I Brandeburghesi inaugurano la stagione cameristica di Santa Cecilia
Dalla Freiburger Barockorchester un’esecuzione di buon livello tecnico ma piuttosto meccanica e uniforme
Inaugurazione della stagione cameristica dell’Accademia Nazionale di Santa Cecilia con i sei Concerti Brandeburghesi di J. S. Bach nella Sala Sinopoli del Parco della Musica, i cui milleduecento posti erano tutti occupati, tranne qualche sporadica poltrona rimasta vuota. Un bell’inizio, che consacra il ritorno del pubblico, anche oltre i livelli ante Covid19, e un suo ringiovanimento generale riconoscibile ad occhio.
Sul palco stava la Freiburger Barockorchester, un complesso di primo piano nell’ambito della musica barocca, che ha trent’anni di storia alle spalle ed è formato da musicisti prevalentemente tedeschi ma anche italiani, spagnoli, francesi, britannici, olandesi ecc. Lo dirigono alternativamente i due primi violini Cecilia Bernardini e Gottfried von der Goltz, per rispettare la filologia, perché un tempo il direttore d’orchestra non esisteva ed era il Konzertmeister a dare alle piccole orchestre del periodo barocco le indicazioni necessarie per andare insieme. Andare tutti insieme a tempo non è certamente un problema per la Freiburger Barockorchester, tranne in rari momenti leggermente confusi, per esempio all’inizio del primo Brandeburghese. Il vero problema è che l’esecuzione era precisa ma piatta e monotona.
I due Konzertmeister solo raramente si sono rivolti all’orchestra e, quando lo hanno fatto, si direbbe che fosse più ad uso del pubblico che dell’orchestra stessa. Tutta l’esecuzione risentiva pesantemente della mancanza di qualcuno che dosasse i rapporti e le dinamiche tra i vari strumenti e di conseguenza gli intrecci contrappuntistici che ne nascono. E che imprimesse tempi meno metronomici, perché i movimenti veloci (nei movimenti lenti questa metronomicità infastidiva meno) scorrevano dall’inizio alla fine senza un rallentando o un respiro, come un implacabile ingranaggio meccanico. E questo non è assolutamente filologico.
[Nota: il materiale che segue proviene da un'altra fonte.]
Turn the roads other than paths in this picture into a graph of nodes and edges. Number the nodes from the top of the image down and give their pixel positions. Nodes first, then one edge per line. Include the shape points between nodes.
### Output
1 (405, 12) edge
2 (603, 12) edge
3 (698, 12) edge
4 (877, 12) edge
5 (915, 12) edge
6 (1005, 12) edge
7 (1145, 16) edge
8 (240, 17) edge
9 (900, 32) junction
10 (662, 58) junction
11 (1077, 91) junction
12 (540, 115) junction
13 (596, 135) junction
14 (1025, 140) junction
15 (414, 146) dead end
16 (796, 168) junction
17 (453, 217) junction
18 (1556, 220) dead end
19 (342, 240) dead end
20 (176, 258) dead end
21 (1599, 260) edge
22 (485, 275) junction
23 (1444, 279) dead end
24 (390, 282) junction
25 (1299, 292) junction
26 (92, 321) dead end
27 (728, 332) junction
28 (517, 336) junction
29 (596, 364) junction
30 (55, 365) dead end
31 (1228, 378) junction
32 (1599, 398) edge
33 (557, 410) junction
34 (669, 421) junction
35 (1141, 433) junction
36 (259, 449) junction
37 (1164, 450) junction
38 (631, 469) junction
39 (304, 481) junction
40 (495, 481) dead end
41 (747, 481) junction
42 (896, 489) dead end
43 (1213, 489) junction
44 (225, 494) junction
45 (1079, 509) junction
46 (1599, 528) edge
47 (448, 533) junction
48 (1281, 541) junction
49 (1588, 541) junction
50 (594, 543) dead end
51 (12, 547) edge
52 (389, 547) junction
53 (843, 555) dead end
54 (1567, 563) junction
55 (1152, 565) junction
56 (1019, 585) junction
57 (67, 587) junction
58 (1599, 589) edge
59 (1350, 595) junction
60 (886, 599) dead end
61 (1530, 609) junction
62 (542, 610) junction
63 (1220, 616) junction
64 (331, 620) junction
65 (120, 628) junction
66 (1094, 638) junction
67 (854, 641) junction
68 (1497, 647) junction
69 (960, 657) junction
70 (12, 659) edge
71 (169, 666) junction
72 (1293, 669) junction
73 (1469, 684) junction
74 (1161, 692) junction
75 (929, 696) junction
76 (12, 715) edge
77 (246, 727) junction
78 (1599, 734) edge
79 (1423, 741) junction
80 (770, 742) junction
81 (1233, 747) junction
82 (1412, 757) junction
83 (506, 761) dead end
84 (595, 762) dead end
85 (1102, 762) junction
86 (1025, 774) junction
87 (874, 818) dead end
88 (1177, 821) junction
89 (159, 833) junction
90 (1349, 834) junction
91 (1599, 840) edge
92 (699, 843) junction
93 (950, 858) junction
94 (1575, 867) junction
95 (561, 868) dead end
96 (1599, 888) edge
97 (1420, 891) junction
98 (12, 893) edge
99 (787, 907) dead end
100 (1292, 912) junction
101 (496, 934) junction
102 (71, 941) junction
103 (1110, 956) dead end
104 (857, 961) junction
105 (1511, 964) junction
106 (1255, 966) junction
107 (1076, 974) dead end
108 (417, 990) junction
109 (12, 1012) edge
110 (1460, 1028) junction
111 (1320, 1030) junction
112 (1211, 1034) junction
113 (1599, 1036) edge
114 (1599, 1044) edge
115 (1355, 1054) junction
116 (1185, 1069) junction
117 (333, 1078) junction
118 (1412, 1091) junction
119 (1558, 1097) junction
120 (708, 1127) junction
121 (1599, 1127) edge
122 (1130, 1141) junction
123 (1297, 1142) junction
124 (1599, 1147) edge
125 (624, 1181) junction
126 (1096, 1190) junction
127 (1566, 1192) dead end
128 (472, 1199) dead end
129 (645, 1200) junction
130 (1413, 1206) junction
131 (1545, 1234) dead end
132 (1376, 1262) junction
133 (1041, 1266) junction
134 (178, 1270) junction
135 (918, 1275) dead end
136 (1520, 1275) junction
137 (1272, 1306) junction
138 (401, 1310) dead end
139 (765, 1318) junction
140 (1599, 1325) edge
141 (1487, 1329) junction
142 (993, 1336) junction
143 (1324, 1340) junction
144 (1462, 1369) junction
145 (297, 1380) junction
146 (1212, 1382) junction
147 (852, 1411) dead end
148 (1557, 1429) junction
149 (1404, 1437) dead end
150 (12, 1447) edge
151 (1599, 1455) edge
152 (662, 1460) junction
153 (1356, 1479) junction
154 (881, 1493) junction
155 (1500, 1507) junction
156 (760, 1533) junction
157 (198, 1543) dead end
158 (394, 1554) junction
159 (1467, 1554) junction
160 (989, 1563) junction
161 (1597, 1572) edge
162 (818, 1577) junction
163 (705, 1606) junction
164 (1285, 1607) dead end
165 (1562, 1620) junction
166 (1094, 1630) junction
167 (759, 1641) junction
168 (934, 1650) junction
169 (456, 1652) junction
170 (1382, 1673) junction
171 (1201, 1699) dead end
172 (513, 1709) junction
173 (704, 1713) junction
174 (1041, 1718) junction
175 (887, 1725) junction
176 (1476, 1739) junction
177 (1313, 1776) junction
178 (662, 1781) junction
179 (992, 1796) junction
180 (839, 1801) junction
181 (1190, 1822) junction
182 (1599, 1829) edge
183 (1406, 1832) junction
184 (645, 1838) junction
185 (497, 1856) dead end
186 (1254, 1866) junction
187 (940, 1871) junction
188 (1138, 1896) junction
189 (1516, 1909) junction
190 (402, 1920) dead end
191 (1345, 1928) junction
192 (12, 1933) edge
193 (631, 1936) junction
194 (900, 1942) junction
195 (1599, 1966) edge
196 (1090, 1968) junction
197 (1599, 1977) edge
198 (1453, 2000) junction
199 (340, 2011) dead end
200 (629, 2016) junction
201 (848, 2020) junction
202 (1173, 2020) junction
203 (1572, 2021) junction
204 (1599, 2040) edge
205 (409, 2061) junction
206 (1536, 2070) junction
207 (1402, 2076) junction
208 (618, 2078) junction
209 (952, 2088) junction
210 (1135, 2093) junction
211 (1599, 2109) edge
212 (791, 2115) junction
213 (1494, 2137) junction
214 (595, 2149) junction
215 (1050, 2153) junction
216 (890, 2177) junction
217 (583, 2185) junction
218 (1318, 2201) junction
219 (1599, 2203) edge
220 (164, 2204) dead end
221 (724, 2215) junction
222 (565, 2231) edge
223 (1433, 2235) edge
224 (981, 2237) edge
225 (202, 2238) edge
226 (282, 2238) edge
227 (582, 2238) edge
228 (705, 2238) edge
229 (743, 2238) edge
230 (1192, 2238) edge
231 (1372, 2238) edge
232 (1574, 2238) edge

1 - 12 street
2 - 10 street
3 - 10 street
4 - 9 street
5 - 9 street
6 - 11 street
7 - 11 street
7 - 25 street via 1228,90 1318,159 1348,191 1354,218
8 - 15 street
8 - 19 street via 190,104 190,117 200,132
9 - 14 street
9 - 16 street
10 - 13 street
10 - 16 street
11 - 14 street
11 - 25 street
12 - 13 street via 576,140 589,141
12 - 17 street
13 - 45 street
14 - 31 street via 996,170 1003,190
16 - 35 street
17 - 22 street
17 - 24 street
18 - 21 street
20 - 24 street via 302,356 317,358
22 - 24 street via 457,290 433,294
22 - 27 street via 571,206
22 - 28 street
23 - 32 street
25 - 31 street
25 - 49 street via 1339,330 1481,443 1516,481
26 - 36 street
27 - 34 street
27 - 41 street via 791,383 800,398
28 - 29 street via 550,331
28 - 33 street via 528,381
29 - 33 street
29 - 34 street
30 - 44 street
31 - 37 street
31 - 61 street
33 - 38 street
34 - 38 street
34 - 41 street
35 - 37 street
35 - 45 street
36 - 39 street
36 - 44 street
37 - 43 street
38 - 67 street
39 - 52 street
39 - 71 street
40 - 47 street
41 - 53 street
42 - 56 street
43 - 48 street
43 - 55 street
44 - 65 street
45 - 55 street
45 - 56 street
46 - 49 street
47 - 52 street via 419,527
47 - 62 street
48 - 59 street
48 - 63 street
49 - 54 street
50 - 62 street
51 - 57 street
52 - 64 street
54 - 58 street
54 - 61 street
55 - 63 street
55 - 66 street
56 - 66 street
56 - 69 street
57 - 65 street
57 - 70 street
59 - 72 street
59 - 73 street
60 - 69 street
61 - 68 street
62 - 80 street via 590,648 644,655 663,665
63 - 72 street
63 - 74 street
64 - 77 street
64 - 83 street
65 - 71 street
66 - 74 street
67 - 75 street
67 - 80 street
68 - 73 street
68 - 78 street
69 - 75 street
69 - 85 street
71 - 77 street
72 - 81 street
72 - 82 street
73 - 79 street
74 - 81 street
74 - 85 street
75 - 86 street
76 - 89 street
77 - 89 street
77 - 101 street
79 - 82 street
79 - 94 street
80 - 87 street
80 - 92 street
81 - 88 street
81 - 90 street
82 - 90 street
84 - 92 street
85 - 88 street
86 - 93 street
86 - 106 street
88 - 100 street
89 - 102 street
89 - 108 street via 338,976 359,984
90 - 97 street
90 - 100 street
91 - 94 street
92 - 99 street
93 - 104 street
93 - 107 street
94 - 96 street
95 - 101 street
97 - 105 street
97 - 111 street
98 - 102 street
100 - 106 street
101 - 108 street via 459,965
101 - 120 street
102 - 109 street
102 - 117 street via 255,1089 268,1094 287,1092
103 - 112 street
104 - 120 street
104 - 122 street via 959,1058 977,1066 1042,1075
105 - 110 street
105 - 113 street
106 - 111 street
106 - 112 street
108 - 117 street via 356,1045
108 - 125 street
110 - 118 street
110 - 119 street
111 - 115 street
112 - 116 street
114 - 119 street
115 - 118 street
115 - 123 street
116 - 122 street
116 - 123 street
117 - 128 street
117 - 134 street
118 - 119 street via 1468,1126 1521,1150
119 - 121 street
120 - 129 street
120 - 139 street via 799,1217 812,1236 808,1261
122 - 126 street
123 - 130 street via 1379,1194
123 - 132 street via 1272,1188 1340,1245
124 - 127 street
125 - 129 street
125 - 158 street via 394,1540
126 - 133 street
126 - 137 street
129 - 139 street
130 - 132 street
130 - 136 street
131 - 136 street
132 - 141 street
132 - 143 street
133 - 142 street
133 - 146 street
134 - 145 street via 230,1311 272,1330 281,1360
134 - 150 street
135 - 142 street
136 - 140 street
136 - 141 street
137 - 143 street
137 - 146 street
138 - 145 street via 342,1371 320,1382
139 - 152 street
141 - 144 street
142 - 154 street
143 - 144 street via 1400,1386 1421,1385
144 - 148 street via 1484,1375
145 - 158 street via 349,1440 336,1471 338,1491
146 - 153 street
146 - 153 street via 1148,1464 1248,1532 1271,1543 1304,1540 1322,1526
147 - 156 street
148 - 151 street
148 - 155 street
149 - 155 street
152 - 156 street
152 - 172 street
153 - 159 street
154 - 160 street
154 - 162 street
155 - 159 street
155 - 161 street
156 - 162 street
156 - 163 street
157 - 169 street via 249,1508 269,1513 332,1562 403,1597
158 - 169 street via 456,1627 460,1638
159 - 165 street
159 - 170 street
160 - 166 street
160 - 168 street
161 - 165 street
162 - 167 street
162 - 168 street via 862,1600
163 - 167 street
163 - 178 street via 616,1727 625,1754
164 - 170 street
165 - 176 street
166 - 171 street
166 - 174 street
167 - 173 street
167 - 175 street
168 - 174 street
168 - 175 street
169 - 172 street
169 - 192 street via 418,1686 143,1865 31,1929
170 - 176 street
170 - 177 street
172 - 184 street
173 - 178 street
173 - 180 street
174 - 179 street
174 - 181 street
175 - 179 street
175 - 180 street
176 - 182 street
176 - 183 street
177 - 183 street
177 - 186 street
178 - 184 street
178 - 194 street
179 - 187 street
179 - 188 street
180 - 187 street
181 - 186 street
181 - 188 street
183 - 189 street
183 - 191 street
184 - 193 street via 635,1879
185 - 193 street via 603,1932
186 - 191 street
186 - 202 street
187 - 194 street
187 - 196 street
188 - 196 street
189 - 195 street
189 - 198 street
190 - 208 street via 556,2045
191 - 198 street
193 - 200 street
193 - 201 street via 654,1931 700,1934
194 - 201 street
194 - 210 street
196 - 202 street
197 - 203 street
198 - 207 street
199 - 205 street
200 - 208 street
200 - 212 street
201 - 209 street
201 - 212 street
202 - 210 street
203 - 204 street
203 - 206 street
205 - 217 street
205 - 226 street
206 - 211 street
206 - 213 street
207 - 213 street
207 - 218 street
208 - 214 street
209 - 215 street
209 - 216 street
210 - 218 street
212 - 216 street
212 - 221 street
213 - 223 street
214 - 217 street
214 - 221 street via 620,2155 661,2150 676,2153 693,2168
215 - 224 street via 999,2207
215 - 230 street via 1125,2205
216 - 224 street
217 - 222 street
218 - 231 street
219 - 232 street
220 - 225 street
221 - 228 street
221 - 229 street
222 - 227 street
Paradossalmente sarebbe stato più filologico un direttore sul podio che desse vita a quest’esecuzione così meccanica, per evitare che ognuno guardasse il proprio spartito, limitandosi ad andare a tempo e senza integrarsi in un discorso concorde e armonioso con gli altri. In fin dei conti non tutte le invenzioni moderne sono da rigettare e in certi casi l’antifilologico direttore d’orchestra potrebbe aiutare!
Non sono però mancati alcuni movimenti di perfetta bellezza, non per caso tutti in tempo lento ed affidati ad un colloquio cameristico tra tre o quattro solisti che sapevano come autoregolarsi: pensiamo all’Adagio del primo concerto, all’Andante del secondo, all’Affettuoso del quinto.
In definitiva la Freiburger Barockorchester è indiscutibilmente un’orchestra di alto livello (le difficoltà dei due corni da caccia sono organiche a questo strumento e non vanno drammatizzate) ma ha reso uniformi e monotoni i sei Concerti Brandeburghesi, che, nonostante siano nei tipici tre movimenti veloce-lento-veloce con appena un paio di varianti, sono diversissimi tra loro per il numero e il tipo dei solisti, per l’organico orchestrale e quindi per il colore e soprattutto per il colloquio che si stabilisce tra le linee dei vari strumenti. il pubblico non è stato dello stesso avviso – d’altronde questi capolavori di Bach risplendono sempre e comunque – ed ha applaudito calorosamente gli ospiti arrivati dalla Germania.